The Word of God can help us train our minds and hearts to discern what is rational and irrational in our thoughts and feelings. I have had days where, for no apparent circumstantial reason, I feel depressed, heavy, gloomy, and moody. I can actually recognize the irrationality of my feelings and I attack it vigorously. Again, this came with help and counseling. I tell my spouse, “I’m not feeling right, I feel heavy, I need you to bear with me and help me through it.” I pray minute by minute about it. I fight it. I dig deeply into God’s Word… especially the Psalms. It takes time to recognize the gloom for what it is, but it can be done. I also make sure I watch my food intake closely on those days, try to do some exercise if there’s time and intensely guard what I say. I am not always successful… I am human after all… but it has been an illuminating experience. I didn’t get to this point without a lot of assistance. I used counseling, acupuncture, homeopathy, dietary changes, exercise and healthy activity. It was gradual, but highly effective for me.

3) Training.

Like anything in a Christian life, godly characteristics do not come naturally. They take training and practice. Trust takes training. Patience takes training. Joy comes with time and training.
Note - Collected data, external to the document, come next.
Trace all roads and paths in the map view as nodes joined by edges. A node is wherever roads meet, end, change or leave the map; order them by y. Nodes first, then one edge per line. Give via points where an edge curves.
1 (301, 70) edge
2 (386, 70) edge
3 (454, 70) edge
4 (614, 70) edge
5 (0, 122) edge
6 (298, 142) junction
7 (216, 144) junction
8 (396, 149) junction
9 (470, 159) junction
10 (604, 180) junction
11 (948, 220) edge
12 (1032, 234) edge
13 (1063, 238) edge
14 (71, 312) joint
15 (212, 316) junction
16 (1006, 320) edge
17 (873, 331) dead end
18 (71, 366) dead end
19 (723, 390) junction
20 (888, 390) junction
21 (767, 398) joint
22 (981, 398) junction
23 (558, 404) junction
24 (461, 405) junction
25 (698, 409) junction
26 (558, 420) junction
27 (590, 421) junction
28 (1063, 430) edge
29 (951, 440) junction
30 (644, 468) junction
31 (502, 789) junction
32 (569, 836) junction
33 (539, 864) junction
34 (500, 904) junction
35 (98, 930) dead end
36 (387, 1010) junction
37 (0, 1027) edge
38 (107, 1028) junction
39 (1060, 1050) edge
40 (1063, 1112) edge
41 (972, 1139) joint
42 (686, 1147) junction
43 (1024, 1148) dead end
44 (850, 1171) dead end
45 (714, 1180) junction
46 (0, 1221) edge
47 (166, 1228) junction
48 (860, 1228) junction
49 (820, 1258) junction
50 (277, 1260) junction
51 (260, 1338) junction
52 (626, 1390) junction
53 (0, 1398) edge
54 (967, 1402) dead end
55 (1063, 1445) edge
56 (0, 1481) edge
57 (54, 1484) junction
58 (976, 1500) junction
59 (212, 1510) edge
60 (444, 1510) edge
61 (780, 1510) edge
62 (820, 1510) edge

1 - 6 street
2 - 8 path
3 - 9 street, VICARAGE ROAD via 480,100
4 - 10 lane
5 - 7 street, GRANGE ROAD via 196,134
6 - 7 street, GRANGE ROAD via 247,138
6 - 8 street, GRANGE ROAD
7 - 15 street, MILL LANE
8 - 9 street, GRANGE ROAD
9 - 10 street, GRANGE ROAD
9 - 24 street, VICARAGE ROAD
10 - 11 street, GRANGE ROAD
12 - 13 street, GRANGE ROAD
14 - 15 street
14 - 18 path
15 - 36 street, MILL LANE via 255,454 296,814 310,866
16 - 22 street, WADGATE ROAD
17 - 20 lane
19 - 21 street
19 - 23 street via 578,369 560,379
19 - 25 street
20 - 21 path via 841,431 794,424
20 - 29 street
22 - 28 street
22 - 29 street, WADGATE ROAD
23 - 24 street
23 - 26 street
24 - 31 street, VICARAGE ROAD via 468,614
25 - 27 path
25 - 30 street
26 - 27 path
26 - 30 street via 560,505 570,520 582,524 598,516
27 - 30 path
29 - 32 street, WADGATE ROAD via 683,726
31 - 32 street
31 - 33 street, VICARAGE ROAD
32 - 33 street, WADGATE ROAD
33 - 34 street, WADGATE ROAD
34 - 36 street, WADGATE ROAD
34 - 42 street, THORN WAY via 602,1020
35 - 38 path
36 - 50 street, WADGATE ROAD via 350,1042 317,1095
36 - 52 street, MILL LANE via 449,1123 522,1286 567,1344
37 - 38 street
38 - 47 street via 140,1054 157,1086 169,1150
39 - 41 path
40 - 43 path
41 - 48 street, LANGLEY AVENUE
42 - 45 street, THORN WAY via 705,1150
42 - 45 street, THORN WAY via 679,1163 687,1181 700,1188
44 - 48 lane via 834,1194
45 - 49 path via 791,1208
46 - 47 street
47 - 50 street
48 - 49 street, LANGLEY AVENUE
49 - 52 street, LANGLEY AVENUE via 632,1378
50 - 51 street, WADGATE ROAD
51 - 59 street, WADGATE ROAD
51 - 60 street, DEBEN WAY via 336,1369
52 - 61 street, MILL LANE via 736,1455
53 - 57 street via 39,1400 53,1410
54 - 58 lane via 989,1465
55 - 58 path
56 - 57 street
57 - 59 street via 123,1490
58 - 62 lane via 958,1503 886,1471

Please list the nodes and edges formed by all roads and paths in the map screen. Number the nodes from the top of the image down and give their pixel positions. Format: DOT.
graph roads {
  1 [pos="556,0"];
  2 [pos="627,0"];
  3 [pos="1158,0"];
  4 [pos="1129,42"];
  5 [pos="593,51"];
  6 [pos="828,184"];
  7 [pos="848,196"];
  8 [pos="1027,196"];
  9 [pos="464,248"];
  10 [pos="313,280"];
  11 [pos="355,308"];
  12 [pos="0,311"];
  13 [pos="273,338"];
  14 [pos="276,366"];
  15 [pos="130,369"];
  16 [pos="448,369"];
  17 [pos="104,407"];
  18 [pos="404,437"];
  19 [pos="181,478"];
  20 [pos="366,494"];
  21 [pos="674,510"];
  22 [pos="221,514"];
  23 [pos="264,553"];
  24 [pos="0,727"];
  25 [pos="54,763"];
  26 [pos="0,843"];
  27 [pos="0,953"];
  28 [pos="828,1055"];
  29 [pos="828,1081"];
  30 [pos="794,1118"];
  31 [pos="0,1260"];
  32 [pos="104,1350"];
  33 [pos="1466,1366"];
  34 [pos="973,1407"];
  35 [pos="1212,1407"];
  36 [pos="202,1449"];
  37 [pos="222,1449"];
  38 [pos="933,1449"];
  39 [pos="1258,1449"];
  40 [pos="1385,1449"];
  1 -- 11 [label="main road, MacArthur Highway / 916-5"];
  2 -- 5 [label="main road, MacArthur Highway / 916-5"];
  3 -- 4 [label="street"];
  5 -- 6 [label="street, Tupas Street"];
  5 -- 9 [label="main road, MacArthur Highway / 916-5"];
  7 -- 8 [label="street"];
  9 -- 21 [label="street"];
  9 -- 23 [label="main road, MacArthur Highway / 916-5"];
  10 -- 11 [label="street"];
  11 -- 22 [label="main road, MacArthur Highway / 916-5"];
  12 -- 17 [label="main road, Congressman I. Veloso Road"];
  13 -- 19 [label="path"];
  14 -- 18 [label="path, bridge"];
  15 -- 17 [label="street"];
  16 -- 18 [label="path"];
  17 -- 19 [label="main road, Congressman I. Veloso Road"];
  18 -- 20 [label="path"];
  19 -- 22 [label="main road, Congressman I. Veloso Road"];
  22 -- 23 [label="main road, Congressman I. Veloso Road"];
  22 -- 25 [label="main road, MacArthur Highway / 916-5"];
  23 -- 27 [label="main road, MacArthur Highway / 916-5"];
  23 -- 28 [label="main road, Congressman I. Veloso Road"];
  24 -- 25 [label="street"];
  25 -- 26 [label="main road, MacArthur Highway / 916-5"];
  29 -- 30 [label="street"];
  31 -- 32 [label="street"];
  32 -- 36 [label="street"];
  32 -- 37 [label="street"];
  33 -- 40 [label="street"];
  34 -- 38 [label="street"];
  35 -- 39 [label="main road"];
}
When dark, pessimistic thoughts come on, do you stew and brood about them? What does the Bible advise?

Finally, brethren, whatever things are true, whatever things are noble, whatever things are just, whatever things are pure, whatever things are lovely, whatever things are of good report, if there is any virtue and if there is anything praiseworthy—meditate on these things. The things which you learned and received and heard and saw in me, these do, and the God of peace will be with you.

Philippians 4.8-9

You have to practice seeing the negative for what it is and then finding the positive and resting there. If you see something bad, ask yourself, how would God see this?

Take for example the Supreme Court decision that has dismayed so many of us. Many of us feel some degree of dismay, righteous anger and fear. We fear coming persecution, imprisonment, job loss and other such things.

What is a positive angle to this? How can we keep from being gloomy about the state of the Union?

  • This World is not our permanent home. We long for a heavenly country. This incident is an excellent reminder that all that we see is temporal, not permanent. Thank you Lord for stirring my desire for heaven!
  • There is an opportunity to talk to people about the Word of God. I know that most people don’t want to hear what we have to say, but we should be speaking anyway. I have been called stupid on more than one occasion, but it’s been an opportunity to stand up for the Word of God and demonstrate that a Christian can argue their faith lovingly and respectfully.

4) What other helps are available?

Other Christians who have suffered from depression may have some invaluable insights on counselors or treatments that have helped them. Counselors (especially those with a Christian mindset) can be invaluable helpers. Do not brush aside counseling. So many people feel that they are too good for it. Don’t let your pride be your downfall. Get a counselor to help you train your mind and address the physical problems with depression if they exist.

Don’t forget the websites and podcasts that I mentioned above. They could be very helpful for you. I will be attending the Weston A Price Conference in Anaheim this November and if you are interested in making dietary changes to help with depression or other illnesses, this may be the stop for you! Sally Fallon, the president, does an excellent presentation every year on the work of Dr. Price and it is illuminating!

My very dear friends, do not allow someone’s misguided or uninformed statements plunge you into a deeper depression. The Lord knows our every weakness. Sometimes our depression is purely attitude, more often than not it’s physical, and even more often, it’s a combination of the two. If you are battling depression today, please know that there is hope and there are plenty of us who want to help!

If you have overcome depression in the past or know of someone who has, please share that story to inspire hope for those who are feeling hopeless.